Summary of the Opinion
- Defamation—“Suitcases”: Dismissal affirmed. Integrity Counts’ criticism of people claiming “secret suitcases” of ballots was not “of and concerning” Pick. She used “suitcases” sparingly and, at least once, expressly as shorthand for ballot containers, not literal luggage. An ordinary reader would not read the book as implicitly targeting her.
- Defamation—“Sliced-and-diced” video: Dismissal affirmed. The “sliced-and-diced,” “edited,” or “chopped-up” description was substantially true in gist because Pick played only selected portions of the 20-hour video to support a narrative. Any suggestion of literal editing was, at most, a minor inaccuracy that did not alter the “sting.”

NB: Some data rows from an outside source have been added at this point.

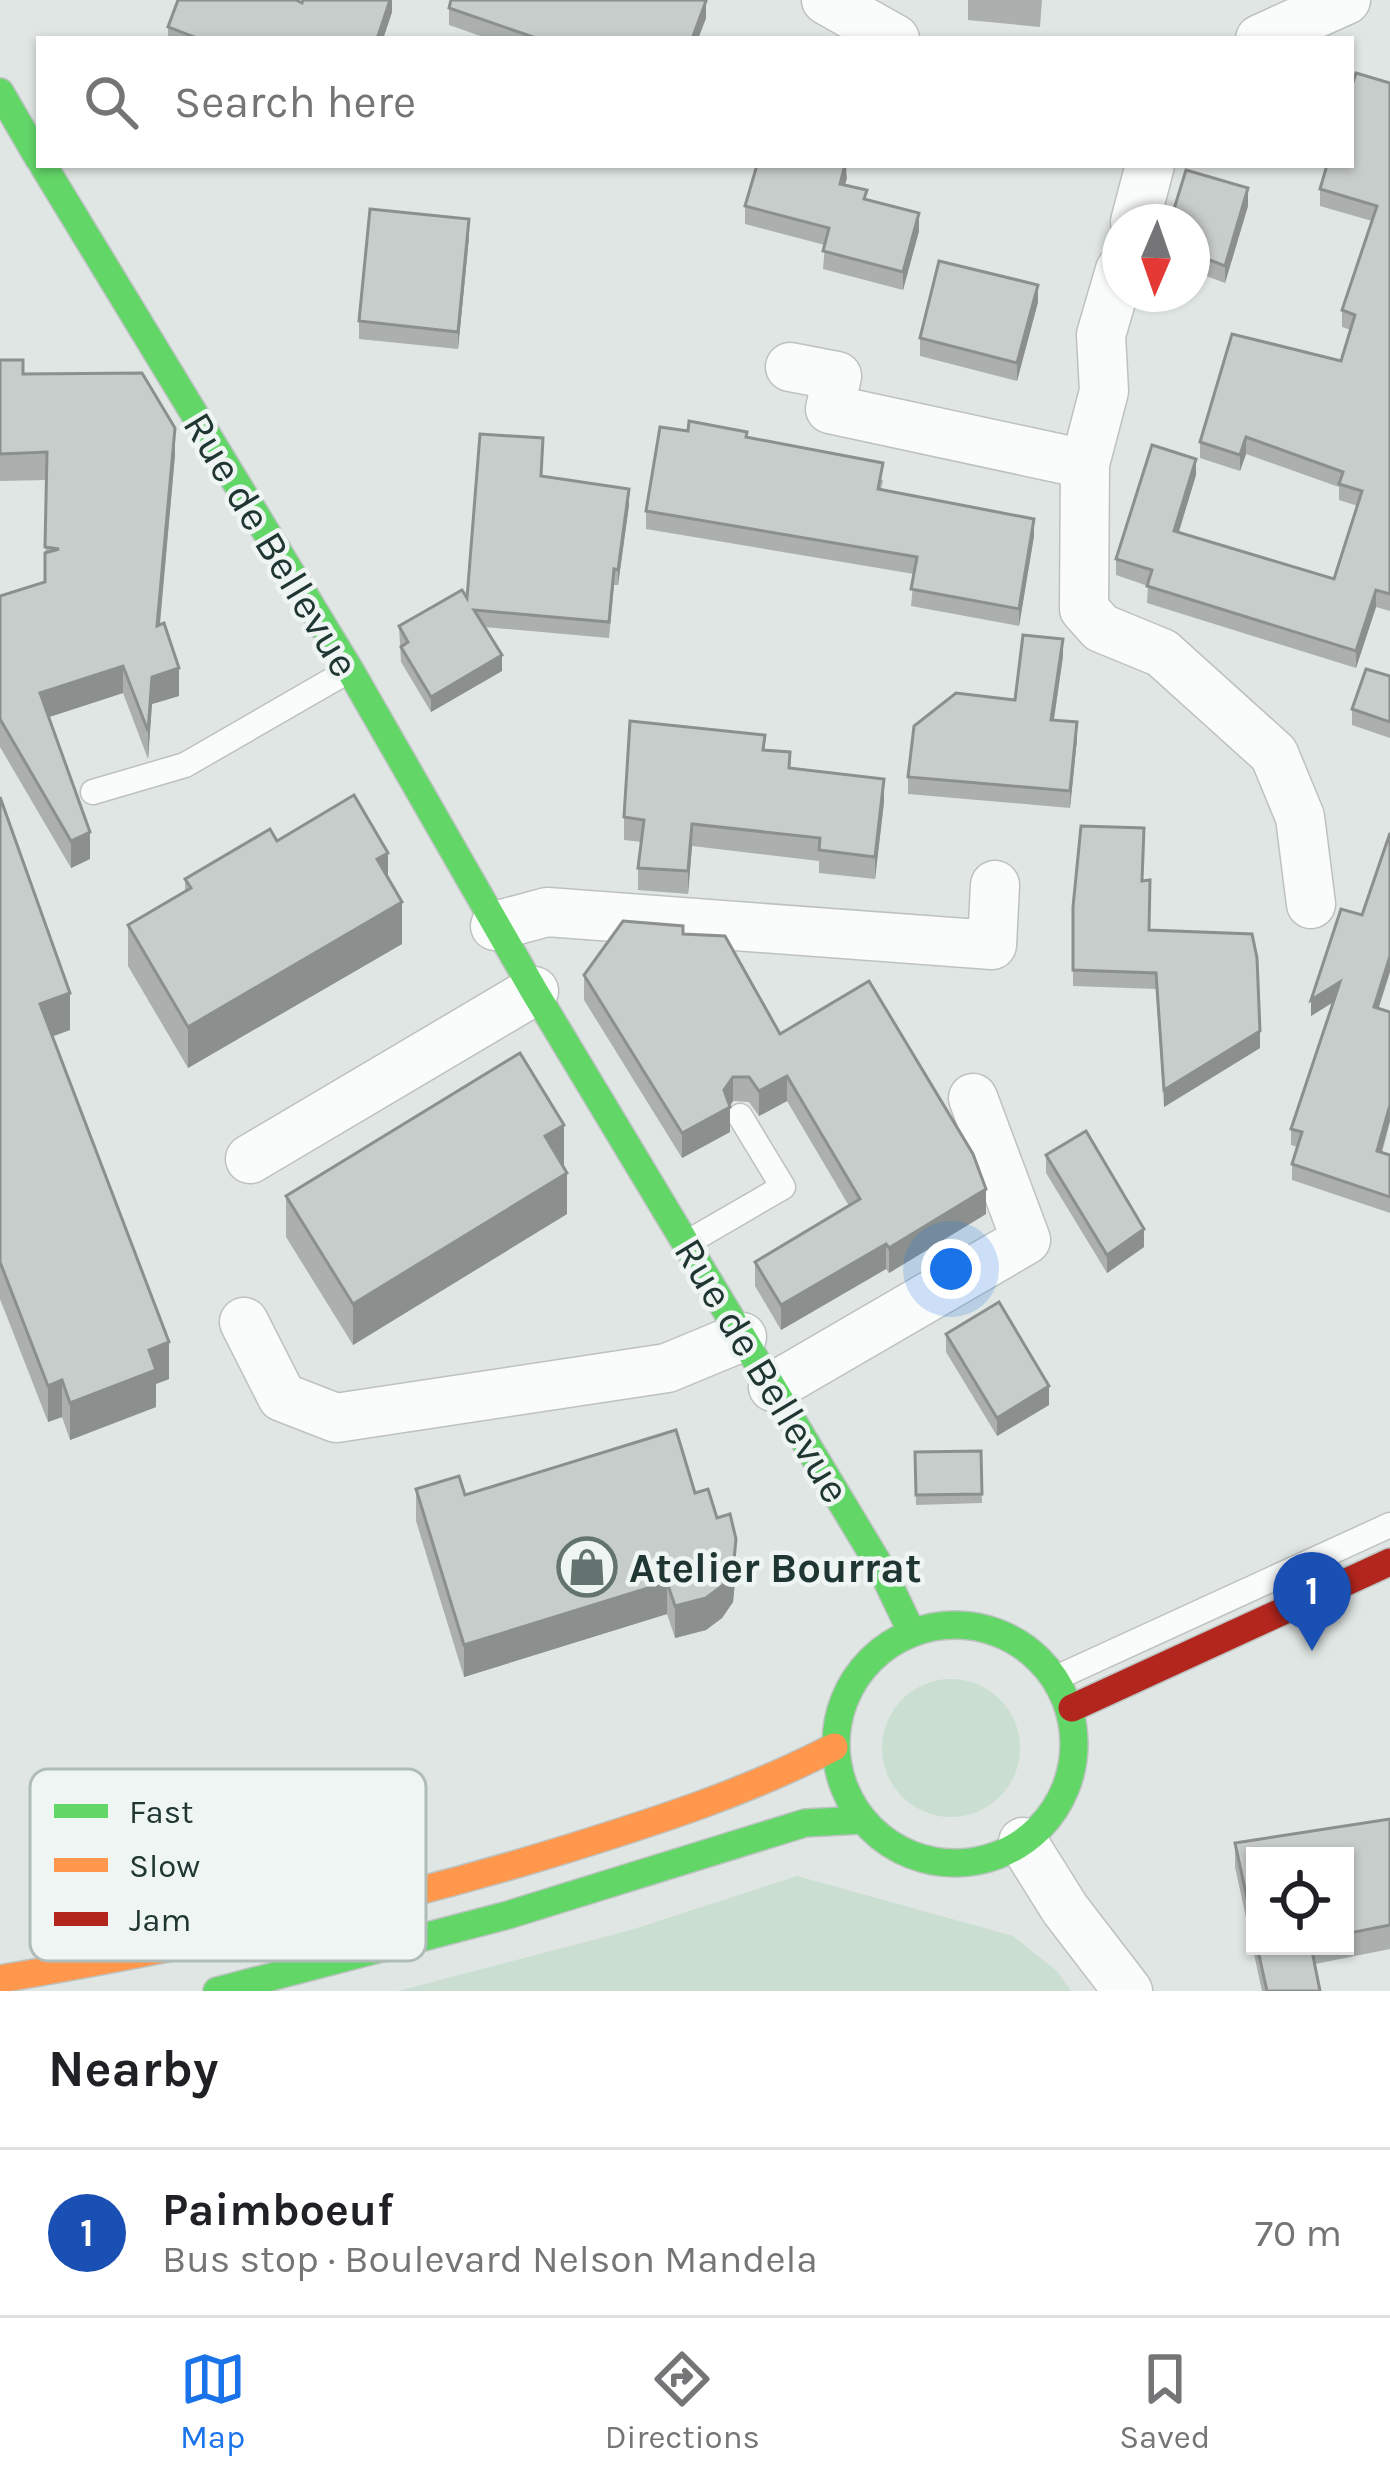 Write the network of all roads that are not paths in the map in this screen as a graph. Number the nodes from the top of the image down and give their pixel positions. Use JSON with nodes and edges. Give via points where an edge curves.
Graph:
{"nodes":[{"id":1,"x":826,"y":0,"type":"edge"},
{"id":2,"x":1346,"y":0,"type":"edge"},
{"id":3,"x":882,"y":22,"type":"edge"},
{"id":4,"x":1267,"y":36,"type":"edge"},
{"id":5,"x":0,"y":92,"type":"edge"},
{"id":6,"x":36,"y":153,"type":"edge"},
{"id":7,"x":45,"y":168,"type":"edge"},
{"id":8,"x":1149,"y":168,"type":"edge"},
{"id":9,"x":1140,"y":204,"type":"edge"},
{"id":10,"x":1108,"y":312,"type":"edge"},
{"id":11,"x":790,"y":367,"type":"dead end"},
{"id":12,"x":1085,"y":464,"type":"junction"},
{"id":13,"x":350,"y":670,"type":"junction"},
{"id":14,"x":92,"y":792,"type":"dead end"},
{"id":15,"x":995,"y":885,"type":"dead end"},
{"id":16,"x":1311,"y":904,"type":"dead end"},
{"id":17,"x":495,"y":926,"type":"junction"},
{"id":18,"x":534,"y":992,"type":"junction"},
{"id":19,"x":973,"y":1098,"type":"dead end"},
{"id":20,"x":740,"y":1116,"type":"edge"},
{"id":21,"x":250,"y":1159,"type":"dead end"},
{"id":22,"x":688,"y":1242,"type":"junction"},
{"id":23,"x":244,"y":1322,"type":"dead end"},
{"id":24,"x":742,"y":1336,"type":"junction"},
{"id":25,"x":772,"y":1387,"type":"junction"},
{"id":26,"x":1390,"y":1526,"type":"edge"},
{"id":27,"x":1390,"y":1562,"type":"edge"},
{"id":28,"x":912,"y":1633,"type":"junction"},
{"id":29,"x":1056,"y":1678,"type":"junction"},
{"id":30,"x":1072,"y":1708,"type":"junction"},
{"id":31,"x":834,"y":1747,"type":"junction"},
{"id":32,"x":862,"y":1820,"type":"junction"},
{"id":33,"x":1023,"y":1842,"type":"junction"},
{"id":34,"x":426,"y":1889,"type":"edge"},
{"id":35,"x":426,"y":1937,"type":"edge"},
{"id":36,"x":101,"y":1961,"type":"edge"},
{"id":37,"x":333,"y":1961,"type":"edge"},
{"id":38,"x":0,"y":1979,"type":"edge"},
{"id":39,"x":217,"y":1991,"type":"edge"},
{"id":40,"x":1128,"y":1991,"type":"edge"}],
"edges":[{"from":1,"to":3,"type":"street"},
{"from":2,"to":4,"type":"street"},
{"from":5,"to":6,"type":"street","name":"Rue de Bellevue"},
{"from":7,"to":13,"type":"street","name":"Rue de Bellevue"},
{"from":8,"to":9,"type":"street"},
{"from":10,"to":12,"type":"street","via":[[1104,391]]},
{"from":11,"to":12,"type":"street","via":[[837,376],[830,409]]},
{"from":12,"to":16,"type":"street","via":[[1084,608],[1101,628],[1162,653],[1274,754],[1300,817]]},
{"from":13,"to":14,"type":"lane","via":[[185,765]]},
{"from":13,"to":17,"type":"street","name":"Rue de Bellevue"},
{"from":15,"to":17,"type":"street","via":[[992,945],[547,912]]},
{"from":17,"to":18,"type":"street","name":"Rue de Bellevue"},
{"from":18,"to":21,"type":"street"},
{"from":18,"to":22,"type":"street","name":"Rue de Bellevue"},
{"from":19,"to":25,"type":"street","via":[[1026,1240]]},
{"from":20,"to":22,"type":"lane","via":[[783,1187]]},
{"from":22,"to":24,"type":"street","name":"Rue de Bellevue"},
{"from":23,"to":24,"type":"street","via":[[282,1397],[337,1418],[667,1368]]},
{"from":24,"to":25,"type":"street","name":"Rue de Bellevue"},
{"from":25,"to":28,"type":"street","name":"Rue de Bellevue"},
{"from":26,"to":29,"type":"lane"},
{"from":27,"to":30,"type":"street"},
{"from":28,"to":29,"type":"street","via":[[951,1625],[991,1630],[1021,1644]]},
{"from":28,"to":31,"type":"street","via":[[861,1669],[841,1706]]},
{"from":29,"to":30,"type":"street"},
{"from":30,"to":33,"type":"street","via":[[1065,1790]]},
{"from":31,"to":32,"type":"street","via":[[842,1786]]},
{"from":31,"to":34,"type":"street","via":[[744,1792]]},
{"from":32,"to":33,"type":"street","via":[[904,1852],[956,1864]]},
{"from":32,"to":35,"type":"street","via":[[805,1823]]},
{"from":33,"to":40,"type":"street"},
{"from":36,"to":38,"type":"street"},
{"from":37,"to":39,"type":"street"}]} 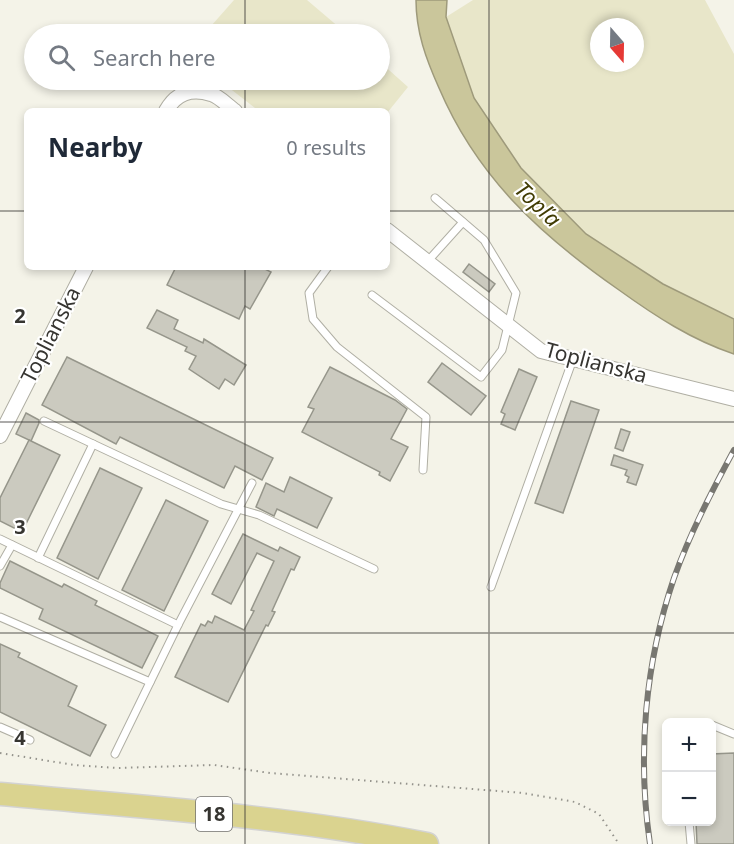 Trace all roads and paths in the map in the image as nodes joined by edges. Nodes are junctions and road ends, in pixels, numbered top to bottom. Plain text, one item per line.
1 (168, 108) edge
2 (230, 108) edge
3 (435, 198) dead end
4 (463, 222) junction
5 (390, 232) edge
6 (427, 262) junction
7 (84, 270) edge
8 (326, 270) edge
9 (372, 295) dead end
10 (508, 325) junction
11 (573, 359) junction
12 (734, 399) edge
13 (44, 421) dead end
14 (0, 436) edge
15 (93, 444) junction
16 (423, 470) dead end
17 (252, 483) dead end
18 (239, 510) junction
19 (0, 539) edge
20 (12, 545) junction
21 (38, 558) junction
22 (0, 566) edge
23 (374, 569) dead end
24 (491, 587) dead end
25 (0, 617) edge
26 (178, 625) junction
27 (150, 682) junction
28 (0, 727) edge
29 (716, 727) edge
30 (734, 734) edge
31 (30, 740) dead end
32 (0, 753) edge
33 (115, 754) dead end
34 (0, 794) edge
35 (689, 826) edge
36 (427, 844) edge
37 (619, 844) edge
38 (691, 844) edge

1 - 2 street
3 - 4 lane
4 - 6 lane
4 - 10 lane
5 - 6 street, Toplianska
6 - 10 street, Toplianska
7 - 14 street, Toplianska
8 - 16 lane
9 - 10 lane
10 - 11 street, Toplianska
11 - 12 street, Toplianska
11 - 24 lane
13 - 15 lane
15 - 18 lane
15 - 21 lane
17 - 18 lane
18 - 23 lane
18 - 26 lane
19 - 20 lane
20 - 21 lane
20 - 22 lane
21 - 26 lane
25 - 27 lane
26 - 27 lane
27 - 33 lane
28 - 31 lane
29 - 30 lane
32 - 37 path
34 - 36 main road, 18
35 - 38 lane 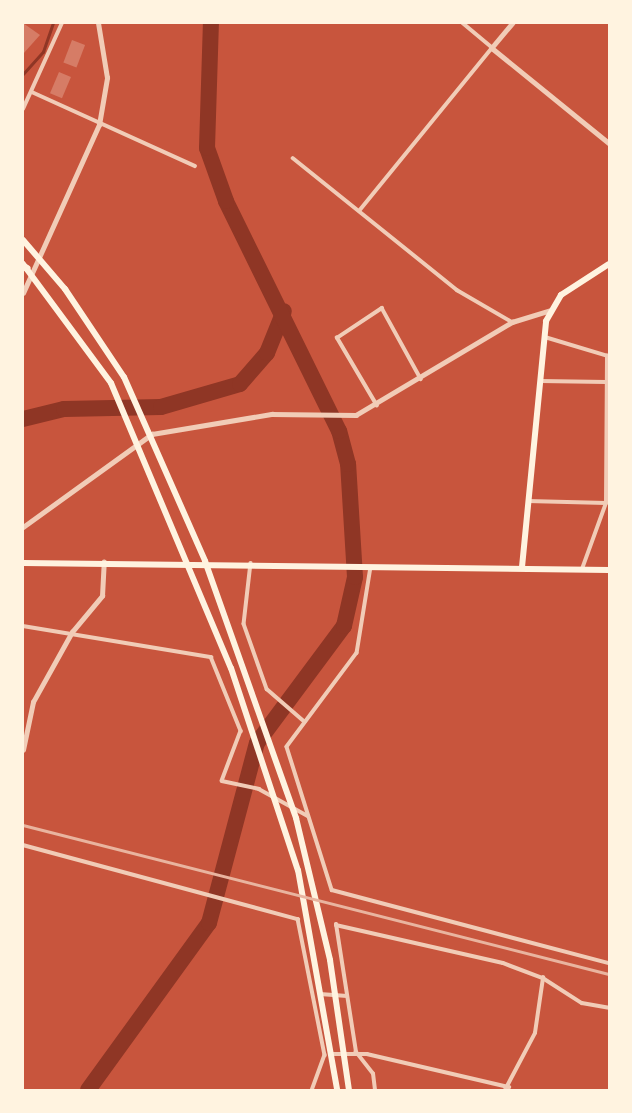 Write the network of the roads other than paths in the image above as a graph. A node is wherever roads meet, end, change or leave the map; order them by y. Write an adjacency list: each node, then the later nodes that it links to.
1 (62, 23): 6 (street)
2 (98, 23): 8 (street)
3 (462, 23): 5 (street)
4 (513, 23): 5 (street)
5 (492, 48): 9 (street); 12 (street)
6 (32, 92): 7 (street); 8 (street)
7 (23, 109)
8 (99, 125): 11 (street); 14 (street)
9 (609, 143)
10 (293, 158): 12 (street)
11 (195, 166)
12 (359, 211): 19 (street)
13 (23, 240): 14 (main road)
14 (39, 258): 16 (street); 26 (main road)
15 (609, 264): 18 (main road)
16 (26, 268): 17 (street); 27 (main road)
17 (23, 293)
18 (549, 311): 19 (street); 20 (main road)
19 (512, 322): 22 (street)
20 (543, 337): 21 (street); 23 (main road)
21 (608, 356): 24 (street)
22 (421, 379): 25 (street); 25 (street)
23 (539, 380): 24 (street); 28 (main road)
24 (608, 383): 29 (street)
25 (377, 407): 26 (street)
26 (152, 434): 27 (street); 33 (main road)
27 (139, 440): 30 (street); 32 (main road)
28 (528, 501): 29 (street); 37 (main road)
29 (606, 503): 38 (street)
30 (23, 527)
31 (104, 561): 32 (main road); 35 (main road); 41 (street)
32 (190, 561): 33 (main road); 55 (main road)
33 (205, 561): 34 (main road); 56 (main road)
34 (251, 562): 36 (main road); 42 (street)
35 (23, 564)
36 (369, 567): 37 (main road); 42 (street)
37 (522, 567): 38 (main road)
38 (582, 569): 39 (main road)
39 (609, 570)
40 (23, 626): 41 (street)
41 (72, 632): 43 (street); 44 (street)
42 (305, 722): 44 (street)
43 (23, 750)
44 (309, 817): 46 (street)
45 (23, 845): 48 (street)
46 (609, 963)
47 (543, 978): 49 (street); 50 (street); 53 (street)
48 (315, 994): 49 (street); 52 (street)
49 (346, 996): 51 (street)
50 (609, 1008)
51 (356, 1052): 52 (street); 53 (street); 57 (street)
52 (325, 1055): 54 (street)
53 (507, 1089)
54 (312, 1090)
55 (337, 1090)
56 (349, 1090)
57 (375, 1090)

- Defamation—accusations of intent to deceive: Dismissal affirmed. Statements imputing that the video presentation was intended to mislead were nonactionable opinions based on disclosed, substantially true facts (i.e., only select clips were shown). They did not amount to charging a specific crime.
- False light: Dismissal affirmed on the merits because the claims were neither false nor about Pick in the requisite sense; the panel did not reach the statute-of-limitations alternative ground.
- Incorporation-by-reference: The court properly considered the December 3 hearing transcript and Integrity Counts at the Rule 12 stage because the complaint referenced them, they were central, and authenticity was not disputed.
- Divisional venue: Denial of transfer affirmed. Interpreting N.D. Ga. Local Rule 3.1 with great deference, the Eleventh Circuit held that where activity is statewide and not local to one division, Local Rule 3.1(B)(1)(a) (residence of defendant) governs over Rule 3.1(B)(3); Atlanta Division was proper because Raffensperger resides there. The record also showed the case was initially filed in Atlanta, not Gainesville.
Analysis
Precedents Cited and Their Role
- Georgia defamation elements: Oskouei v. Matthews, 912 S.E.2d 651 (Ga. 2025) restates the four elements: false and defamatory statement “concerning” the plaintiff, unprivileged publication, fault, and special harm or per se actionability. The panel uses Oskouei as the baseline framework.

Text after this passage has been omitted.